A SCHOOLBOY with the lung disease cystic fibrosis has signed a contract with Bradford City Academy and hopes to defy the odds to become a professional footballer.

Eight-year-old Robbie Murray, from Addingham, recently signed a two-year contract with the academy despite having a condition that progressively damages the lungs and digestive system, and means a lifetime of treatment and medication.

His dad, Andrew, said: "Robbie may have been born with cystic fibrosis but he was also born with football in his blood and that’s his life – he loves it.

"We think the reason he is so well is because he spends so much of his time chasing a ball. Exercise is essential for people with cystic fibrosis to help keep their lungs clear of sticky mucus, and Robbie has managed to avoid going into hospital for the past 24 months.

"That’s why the contract is so important for him; apart from learning football skills, he will be getting specialised and rigorous exercise, which is part and parcel of the academy’s training."

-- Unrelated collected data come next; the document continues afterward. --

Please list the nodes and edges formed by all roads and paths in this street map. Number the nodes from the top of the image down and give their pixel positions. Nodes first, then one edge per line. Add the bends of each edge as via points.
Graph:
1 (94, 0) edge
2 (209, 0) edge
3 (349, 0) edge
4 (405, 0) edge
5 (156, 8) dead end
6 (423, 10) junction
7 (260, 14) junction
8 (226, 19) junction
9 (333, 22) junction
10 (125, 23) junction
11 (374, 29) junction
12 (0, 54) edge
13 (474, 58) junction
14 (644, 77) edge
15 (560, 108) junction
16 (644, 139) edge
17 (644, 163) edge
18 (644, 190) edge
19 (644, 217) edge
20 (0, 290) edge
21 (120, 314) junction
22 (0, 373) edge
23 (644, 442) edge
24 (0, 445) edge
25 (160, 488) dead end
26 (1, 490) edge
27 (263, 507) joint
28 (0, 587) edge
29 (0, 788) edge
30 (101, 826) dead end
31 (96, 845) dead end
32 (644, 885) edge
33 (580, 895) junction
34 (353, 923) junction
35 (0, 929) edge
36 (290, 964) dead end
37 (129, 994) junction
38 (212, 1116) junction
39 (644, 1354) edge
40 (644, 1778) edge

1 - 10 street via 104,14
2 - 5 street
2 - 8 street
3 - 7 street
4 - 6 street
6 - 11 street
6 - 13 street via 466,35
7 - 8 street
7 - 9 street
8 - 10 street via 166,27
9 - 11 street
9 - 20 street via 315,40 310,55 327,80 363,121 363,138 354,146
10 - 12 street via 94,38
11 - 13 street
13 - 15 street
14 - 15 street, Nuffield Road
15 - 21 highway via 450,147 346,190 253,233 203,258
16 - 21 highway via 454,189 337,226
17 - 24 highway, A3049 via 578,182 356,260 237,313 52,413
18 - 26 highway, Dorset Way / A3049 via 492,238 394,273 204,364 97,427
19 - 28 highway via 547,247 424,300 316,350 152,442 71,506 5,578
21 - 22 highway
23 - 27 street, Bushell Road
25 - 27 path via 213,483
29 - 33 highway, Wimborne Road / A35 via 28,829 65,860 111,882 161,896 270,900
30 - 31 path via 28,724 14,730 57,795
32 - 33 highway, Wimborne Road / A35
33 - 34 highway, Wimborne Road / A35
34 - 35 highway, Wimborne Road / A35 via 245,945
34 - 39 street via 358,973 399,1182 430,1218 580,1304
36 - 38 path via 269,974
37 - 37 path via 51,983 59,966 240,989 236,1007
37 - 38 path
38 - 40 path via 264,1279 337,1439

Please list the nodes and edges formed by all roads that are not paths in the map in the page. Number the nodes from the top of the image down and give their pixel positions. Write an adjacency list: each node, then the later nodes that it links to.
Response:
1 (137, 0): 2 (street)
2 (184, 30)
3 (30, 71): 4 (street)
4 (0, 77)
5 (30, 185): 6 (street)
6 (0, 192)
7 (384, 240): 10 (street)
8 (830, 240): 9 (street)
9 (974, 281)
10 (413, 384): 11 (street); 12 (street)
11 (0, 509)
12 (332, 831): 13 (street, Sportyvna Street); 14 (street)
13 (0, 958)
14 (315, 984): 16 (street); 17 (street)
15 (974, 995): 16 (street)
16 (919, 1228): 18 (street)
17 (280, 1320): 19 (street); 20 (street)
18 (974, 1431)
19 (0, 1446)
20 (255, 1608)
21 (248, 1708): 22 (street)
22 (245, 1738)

Mr Murray described his son's attitude as "absolutely amazing".

"Robbie has taken it all in his stride – I was the one who was shaking when he was initially signed up," he added.

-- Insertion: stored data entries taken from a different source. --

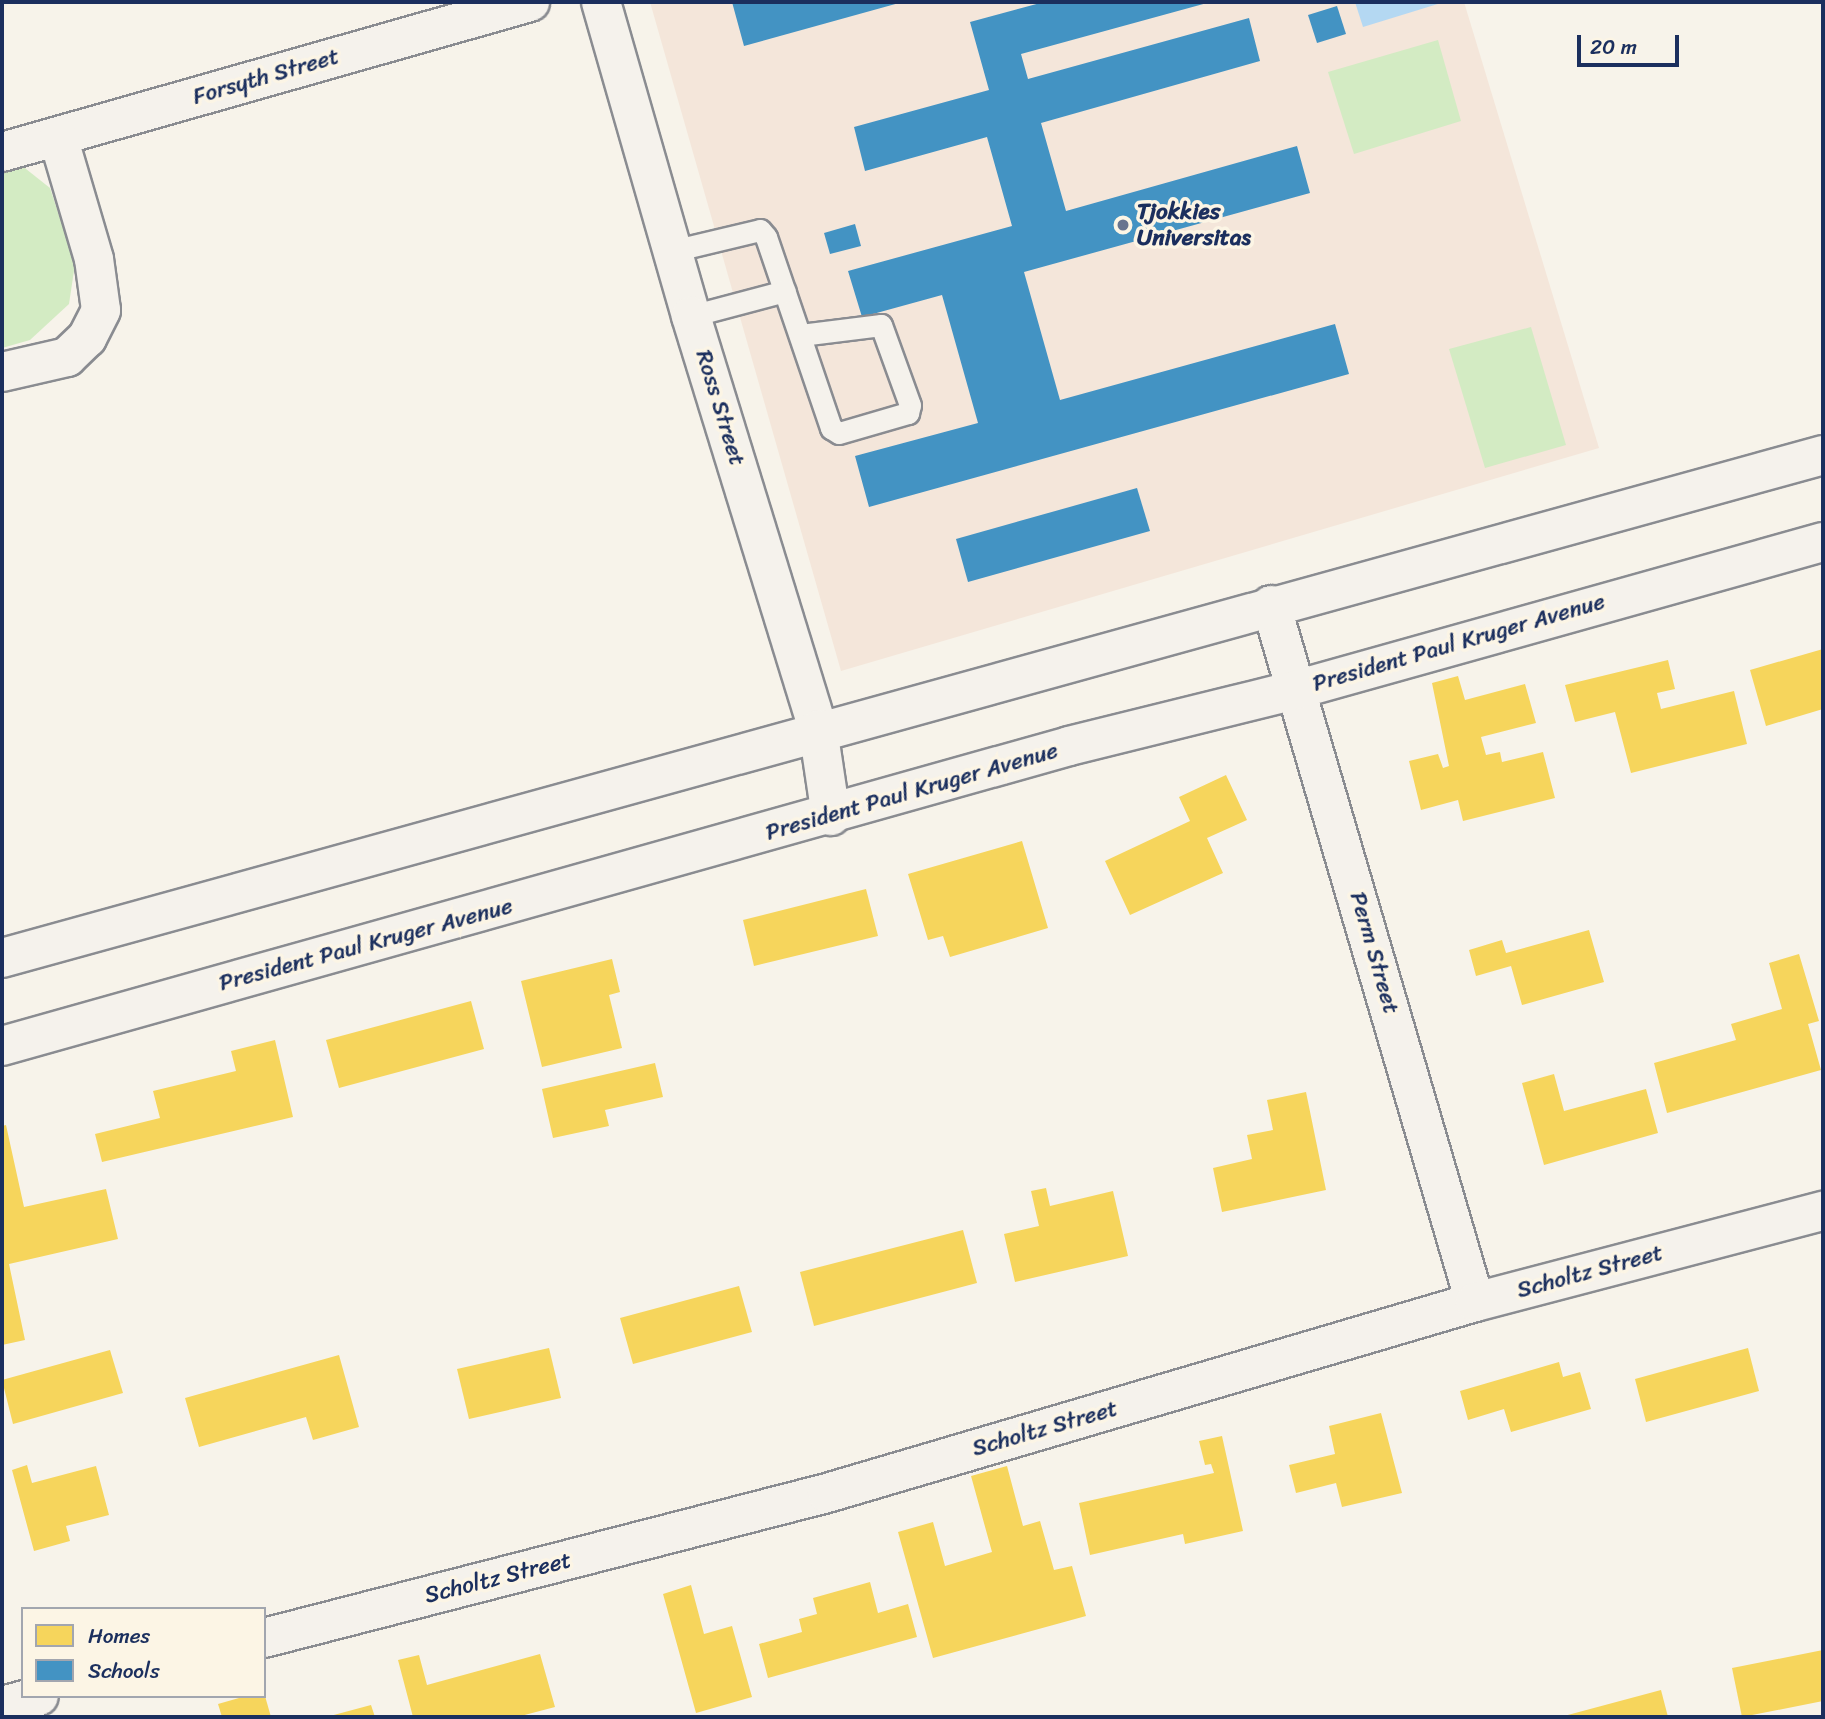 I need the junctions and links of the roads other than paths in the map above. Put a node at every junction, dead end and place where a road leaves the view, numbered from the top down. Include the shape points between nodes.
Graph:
1 (530, 2) edge
2 (601, 2) edge
3 (58, 137) junction
4 (2, 152) edge
5 (672, 251) junction
6 (785, 291) junction
7 (691, 316) junction
8 (801, 335) junction
9 (2, 372) edge
10 (1823, 455) edge
11 (1823, 542) edge
12 (1271, 605) junction
13 (1294, 690) junction
14 (818, 729) junction
15 (831, 816) junction
16 (2, 958) edge
17 (2, 1046) edge
18 (1823, 1211) edge
19 (1475, 1302) junction
20 (266, 1637) edge
21 (32, 1698) edge
22 (2, 1706) edge

1 - 3 street, Forsyth Street
2 - 5 street, Ross Street
3 - 4 street, Forsyth Street
3 - 9 street via 94,259 101,310 87,338 67,357
5 - 6 lane via 760,230
5 - 7 street, Ross Street
6 - 7 lane
6 - 8 lane
7 - 14 street, Ross Street
8 - 8 lane via 834,432 908,413 881,325
10 - 12 street
11 - 13 street, President Paul Kruger Avenue
12 - 13 street, Perm Street
12 - 14 street
13 - 15 street, President Paul Kruger Avenue via 1069,746
13 - 19 street, Perm Street
14 - 15 street, Ross Street
14 - 16 street
15 - 17 street, President Paul Kruger Avenue
18 - 19 street, Scholtz Street
19 - 20 street, Scholtz Street via 827,1493
21 - 22 street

"When he was born and we found out about the cystic fibrosis, we expected to have to care for an ill child, but Robbie is absolutely amazing. H deals with it really well and is extremely disciplined. We are dedicated to making sure he achieves as much as he can."

Robbie is determined that condition won't stop him becoming a professional one day.

He saidL: "I love playing for the team I support and I want to be a professional footballer when I grow up. Cystic fibrosis will not stop me doing that."

Robbie, who lives with his dad, mum Kathie and 12-year-old sister Charlie, was spotted by club scouts whilst playing at his school, Addingham Primary.

He has already spent a full season working with the academy’s U9s team prior to signing a formal contract last month at the club’s home, Valley Parade.

Robbie was diagnosed with cystic fibrosis a week after his birth following a routine screening.

Dr Janet Allen, director of research and care at the Cystic Fibrosis Trust, said: "Children with cystic fibrosis should be encouraged to take part in as much physical activity as possible, ideally types of exercise that leave you out of breath. Football is a great sport for Robbie to do to keep well."